Le rasoir d’Ockham / d’Occam a été énoncé par le philosophe Guillaume d’Ockham : « Pluralitas non est ponenda sine necessitate » (les multiples ne doivent pas être utilisés sans nécessité), dans l’intention d’éliminer des explications improbables d’un phénomène. Les hypothèses suffisantes les plus simples sont à préférer car l’explication la plus simple est généralement la bonne.

Les Shadoks (série animée à la TV) ont pris un malin plaisir à inverser ce principe de simplicité / d’économie / de parcimonie :
« Pourquoi se compliquer la vie à faire simple
quand il est si simple de faire compliqué ? »

Serait-il barbant, ce rasoir ?
Serait-il barbant, se rasseoir
(les temples désertés pendant et après le COVID) ?

De l’Amour, nous venons. Vers l’Amour, nous tendons

« Ton âme est faite pour aimer avec la pureté et l’ardeur des anges » (Victor Hugo).

« Ma nature est Feu. Si vous êtes ce que vous devez être, vous mettrez le Feu au monde entier ! » (Sainte Catherine de Sienne, qui en faisait des…).

« Pour moi, la plus belle des choses, c’est de voir quelqu’un aimer quelqu’un » (Σαπφώ / Sapphṓ, poétesse grecque).

Haute voltige

« Haute Voltige : tige qui pousse en Haute-Volta » (Marc Escayrol).

« La mode est cette dictature de l’éphémère qui s’exerce sur les transfuges de l’éternel. Les engouements collectifs se succèdent sans laisser de traces : la feuille morte voltige d’un lieu à l’autre, mais tous les lieux se valent pour elle, car son unique patrie est dans le vent qui l’emporte » (Gustave Thibon, L’équilibre et l’harmonie, 1976).

Pantagruélique

C’est pour faire rire que François Rabelais publie son premier roman en 1532 : « Les horribles et épouvantables faits et prouesses du très renommé Pantagruel, Roi des Dipsodes ». Cette farce truculente et fantasque ébranle par l’humour l’obscurantisme de son temps.
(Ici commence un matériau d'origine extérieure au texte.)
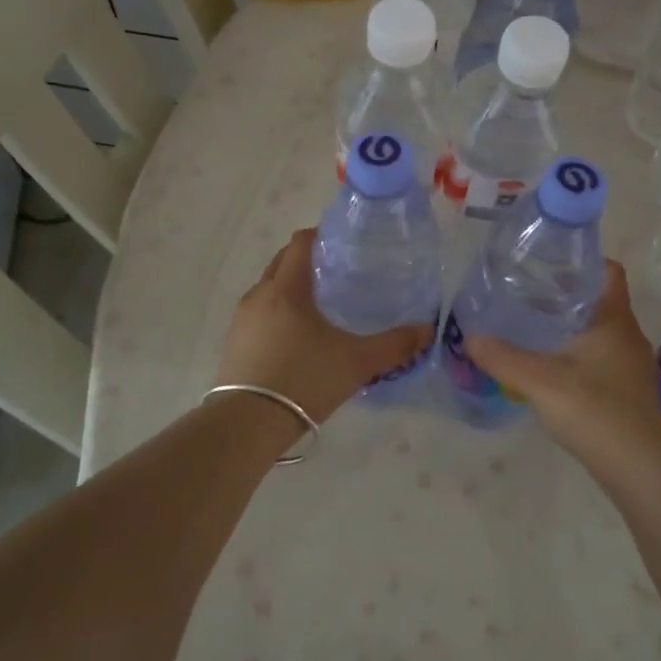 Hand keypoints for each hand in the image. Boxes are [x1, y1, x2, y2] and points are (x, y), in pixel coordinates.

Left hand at [215, 228, 434, 423]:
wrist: (248, 424)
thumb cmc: (304, 379)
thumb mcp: (357, 362)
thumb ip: (394, 345)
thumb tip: (427, 330)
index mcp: (287, 288)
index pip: (300, 243)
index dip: (321, 235)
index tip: (344, 243)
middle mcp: (259, 295)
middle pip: (282, 262)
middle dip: (306, 261)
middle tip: (338, 273)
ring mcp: (242, 320)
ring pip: (269, 290)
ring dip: (290, 289)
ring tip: (321, 306)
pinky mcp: (234, 344)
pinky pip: (259, 315)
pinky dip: (278, 314)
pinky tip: (298, 338)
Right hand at [466, 262, 660, 470]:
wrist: (639, 468)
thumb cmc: (595, 411)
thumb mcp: (541, 381)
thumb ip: (503, 358)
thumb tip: (470, 338)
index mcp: (614, 320)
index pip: (609, 272)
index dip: (584, 261)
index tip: (550, 262)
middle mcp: (628, 336)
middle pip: (600, 300)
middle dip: (567, 294)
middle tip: (529, 293)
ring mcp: (631, 365)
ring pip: (600, 330)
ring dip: (572, 325)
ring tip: (535, 327)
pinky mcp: (628, 390)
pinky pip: (602, 356)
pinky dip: (579, 352)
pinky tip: (553, 366) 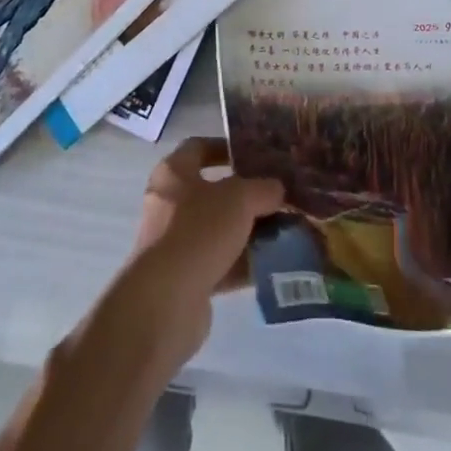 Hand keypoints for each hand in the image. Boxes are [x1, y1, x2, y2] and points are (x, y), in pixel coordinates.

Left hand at [115, 138, 284, 366]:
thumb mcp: (239, 198)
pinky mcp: (185, 280)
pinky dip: (244, 262)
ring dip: (249, 231)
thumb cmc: (198, 231)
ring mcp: (176, 244)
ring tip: (284, 230)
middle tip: (277, 194)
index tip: (255, 154)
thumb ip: (262, 188)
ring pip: (220, 230)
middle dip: (246, 195)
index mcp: (174, 173)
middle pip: (213, 192)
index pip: (199, 147)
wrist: (165, 303)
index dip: (226, 147)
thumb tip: (277, 189)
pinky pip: (221, 263)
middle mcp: (170, 204)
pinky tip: (274, 262) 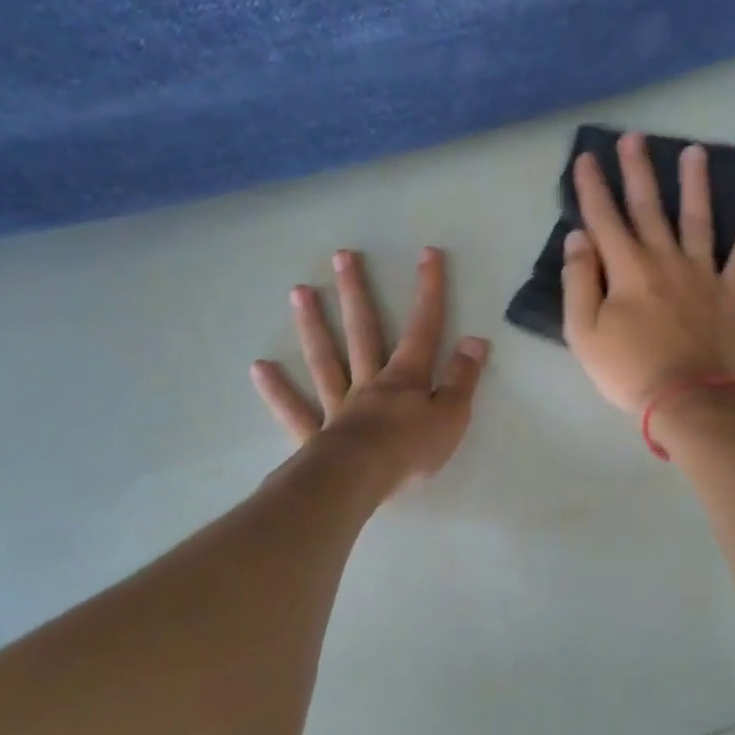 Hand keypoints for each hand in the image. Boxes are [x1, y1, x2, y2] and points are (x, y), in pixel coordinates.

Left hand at [251, 247, 488, 486]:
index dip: (428, 290)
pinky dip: (277, 390)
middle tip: (341, 256)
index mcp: (405, 378)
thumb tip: (476, 340)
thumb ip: (463, 378)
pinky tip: (259, 367)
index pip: (423, 328)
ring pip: (325, 359)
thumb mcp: (452, 415)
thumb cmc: (410, 450)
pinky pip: (294, 409)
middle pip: (363, 331)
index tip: (428, 254)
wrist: (359, 481)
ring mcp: (338, 405)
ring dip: (313, 325)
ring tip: (299, 291)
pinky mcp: (315, 434)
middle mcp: (369, 382)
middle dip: (356, 292)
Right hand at [562, 131, 734, 414]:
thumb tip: (579, 239)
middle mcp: (665, 260)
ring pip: (698, 219)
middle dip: (638, 171)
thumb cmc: (629, 370)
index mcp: (627, 269)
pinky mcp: (731, 293)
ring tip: (695, 151)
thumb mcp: (584, 332)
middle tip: (634, 137)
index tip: (585, 158)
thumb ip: (579, 282)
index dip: (592, 188)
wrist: (688, 400)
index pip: (604, 218)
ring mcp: (703, 274)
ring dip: (695, 184)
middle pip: (649, 208) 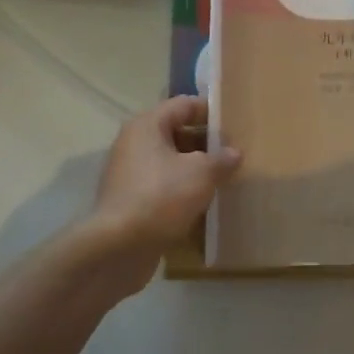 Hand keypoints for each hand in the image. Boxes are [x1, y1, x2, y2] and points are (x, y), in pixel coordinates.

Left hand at [87, 96, 240, 290]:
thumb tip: (234, 153)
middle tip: (234, 154)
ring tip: (224, 179)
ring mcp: (129, 173)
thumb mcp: (201, 174)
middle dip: (206, 143)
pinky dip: (182, 191)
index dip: (211, 112)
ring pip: (170, 162)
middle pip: (176, 132)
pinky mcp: (130, 200)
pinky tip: (203, 203)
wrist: (117, 249)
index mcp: (147, 125)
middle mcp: (134, 143)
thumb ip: (221, 160)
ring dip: (195, 169)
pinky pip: (162, 186)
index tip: (236, 124)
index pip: (184, 104)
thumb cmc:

Le géant Pantagruel qui rencontre partout des iniquités et des superstitions grossières, est du style à combler, par mégarde, une carie dentaire en avalant des soldats… Selon le bon mot d’Anatole France, la philosophie pantagruélique est proportionnée à la faiblesse humaine.

« L’histoire est une fable pantagruélique et féerique où les lois de la société nous sont enseignées dans les aventures d’un personnage tour à tour grotesque et sublime, digne à la fois d’amour et de pitié, que les anciens Orientaux appelaient Adam, l’Humanité » (Pierre-Joseph Proudhon, Les Confessions d’un révolutionnaire pour servir à l’histoire de la révolution de février, 1849, p. 86). Encore aujourd’hui, le rire est une ressource susceptible de faire tomber quelque pan de bêtise…
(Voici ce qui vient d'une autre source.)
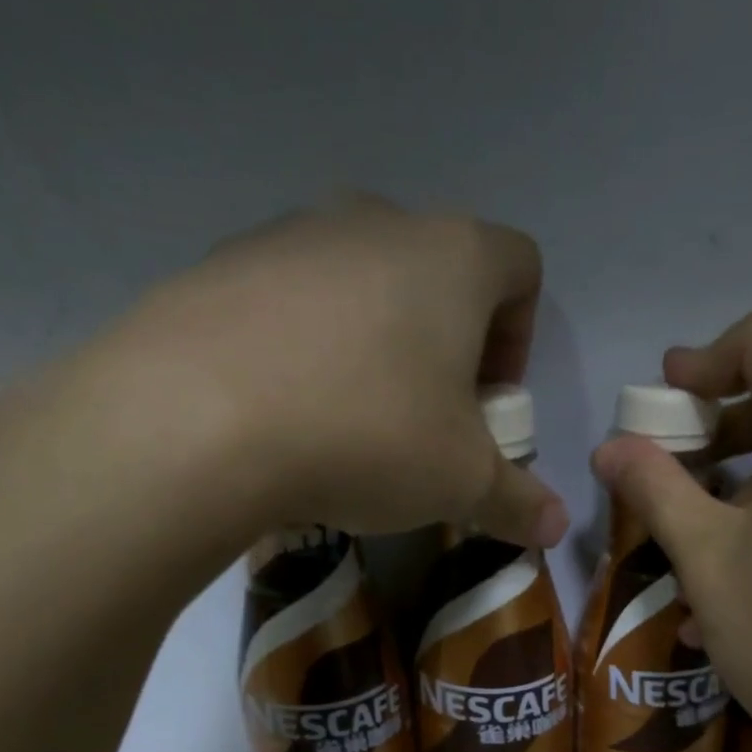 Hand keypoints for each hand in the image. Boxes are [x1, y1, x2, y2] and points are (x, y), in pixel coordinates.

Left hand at [0, 197, 567, 589]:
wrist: (195, 421)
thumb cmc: (367, 436)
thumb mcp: (460, 483)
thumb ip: (519, 501)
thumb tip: (556, 528)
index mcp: (451, 257)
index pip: (520, 266)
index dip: (521, 336)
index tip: (493, 402)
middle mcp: (375, 222)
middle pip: (439, 272)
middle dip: (449, 347)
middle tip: (429, 421)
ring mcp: (290, 235)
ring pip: (361, 284)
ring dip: (376, 346)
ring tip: (351, 423)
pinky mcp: (221, 265)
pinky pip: (290, 302)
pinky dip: (306, 348)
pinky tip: (286, 411) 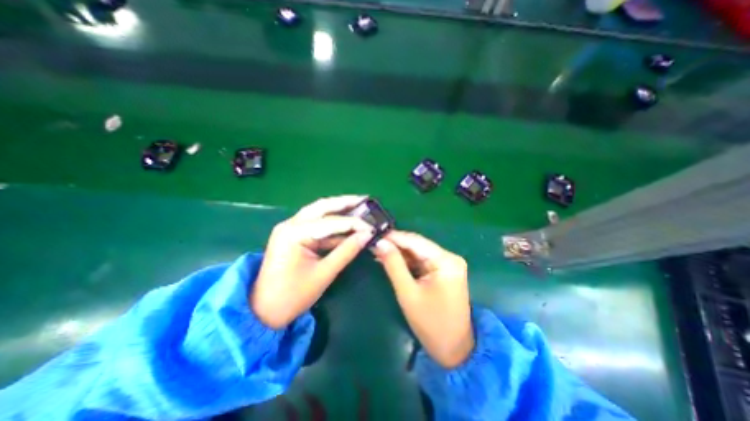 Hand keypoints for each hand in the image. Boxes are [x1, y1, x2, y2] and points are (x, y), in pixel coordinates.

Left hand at [251, 195, 373, 330]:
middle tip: (365, 200)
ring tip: (359, 207)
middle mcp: (290, 224)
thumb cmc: (292, 296)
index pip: (331, 222)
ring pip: (319, 212)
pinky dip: (333, 225)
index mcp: (294, 233)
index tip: (372, 226)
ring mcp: (291, 228)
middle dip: (345, 202)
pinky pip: (316, 225)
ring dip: (339, 210)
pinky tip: (347, 225)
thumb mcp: (324, 273)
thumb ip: (346, 251)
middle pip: (322, 206)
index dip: (354, 223)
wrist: (264, 311)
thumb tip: (367, 235)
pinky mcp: (294, 235)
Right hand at [371, 230, 470, 367]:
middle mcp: (449, 257)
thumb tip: (380, 242)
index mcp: (446, 260)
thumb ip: (393, 265)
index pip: (415, 241)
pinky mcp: (443, 271)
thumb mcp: (408, 293)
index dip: (393, 237)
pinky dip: (406, 261)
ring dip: (399, 253)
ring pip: (417, 252)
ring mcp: (447, 264)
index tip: (373, 234)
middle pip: (417, 245)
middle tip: (373, 243)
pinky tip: (390, 260)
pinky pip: (421, 261)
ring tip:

Biais cognitif : préférer compliquer plutôt que simplifier

Biais cognitif avéré : l’être humain croit améliorer en rajoutant des éléments, même dans les cas où il serait mieux d’en soustraire. Une expérimentation scientifique l’a mis en évidence, en faisant passer des tests du style : « Améliorez cette recette de cuisine », la solution optimum étant d’enlever les ingrédients farfelus. Seuls 20 % des 500 gens testés font le bon choix de simplifier, les autres cherchent à améliorer en compliquant ! Résultats identiques avec d’autres tests : « Améliorez ce texte, ce parcours de golf, cette structure, rendez cette figure symétrique en moins de clics possibles, etc. »

Ce biais cognitif éclaire le réflexe de rajouter une couche plutôt que d’en enlever une ; par exemple, une structure dans la bureaucratie institutionnelle, un sous-chef dans les hiérarchies en entreprise. Et le biais cognitif s’aggrave en cas de stress, de surcharge de travail, etc.
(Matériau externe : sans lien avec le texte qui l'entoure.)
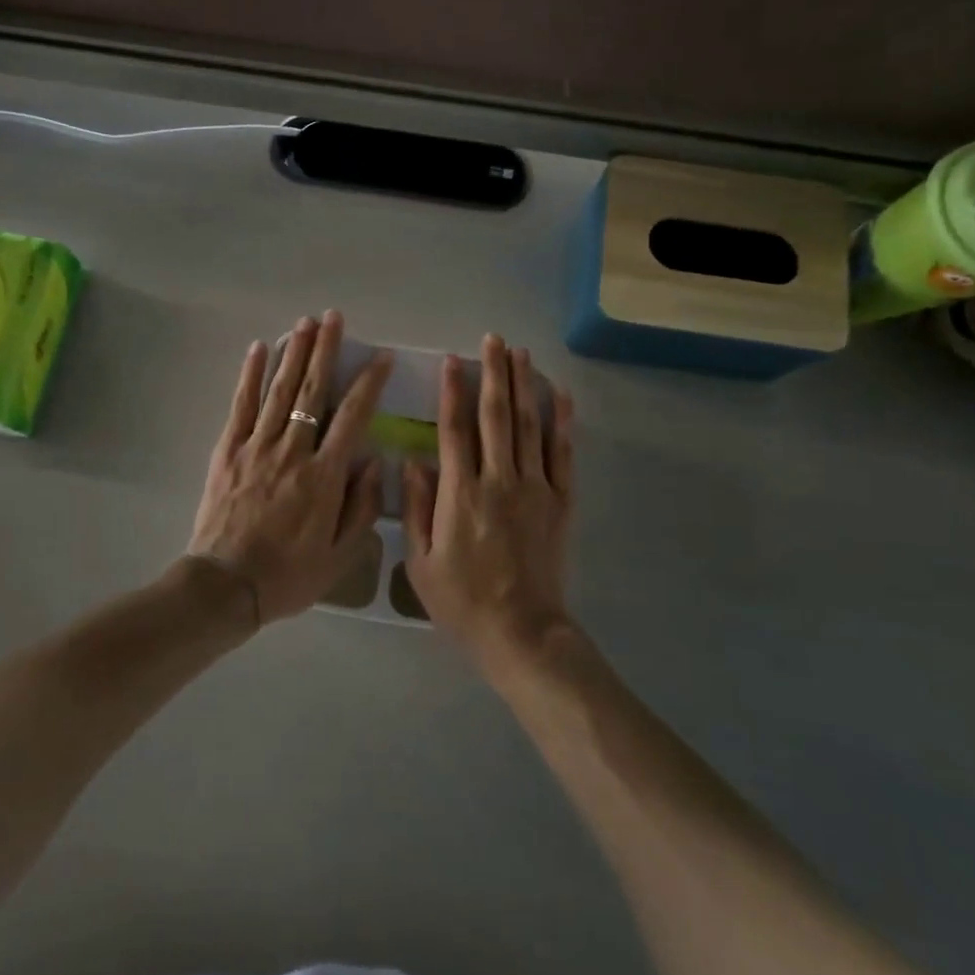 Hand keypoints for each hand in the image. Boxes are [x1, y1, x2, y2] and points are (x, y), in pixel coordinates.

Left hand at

« Pourquoi faire simple quand on peut faire compliqué ? »
< > Less is more.

Leonard de Vinci disait que l’objet parfait est celui où on ne peut plus retirer quelque chose.

Cf. Gabrielle Adams, Benjamin Converse and colleagues, Less is more, in Nature, Volume 592 Issue 7853, 8 April 2021.

Miss-ti-gris âgée

« Un mistigri couleur de charbon trottait sur la balustrade, à la recherche d’une bonne fortune dotée de grandes oreilles roses et d’une queue de rat » (Frédéric Lenormand, Le diable s’habille en Voltaire, Éditions Jean-Claude Lattès, 2013).

Une maison sans mistigri, serait-ce comme un moine sans sa bure ou un Basque sans son béret ?

Arriver comme des figues après Pâques

En Flandre, on utilise souvent l’expression ‘vijgen na Pasen’ : « arriver comme des figues après Pâques », c’est arriver trop tard. La figue fraîche est un produit de saison, disponible seulement d’octobre à mars. Et elle avait, de ce fait, le rare privilège de faire partie des aliments sucrés autorisés par l’Église pendant le carême. D’où son succès comme friandise en pleine période de jeûne. D’où la fin de son succès dès le jour de Pâques, à la fin des restrictions !…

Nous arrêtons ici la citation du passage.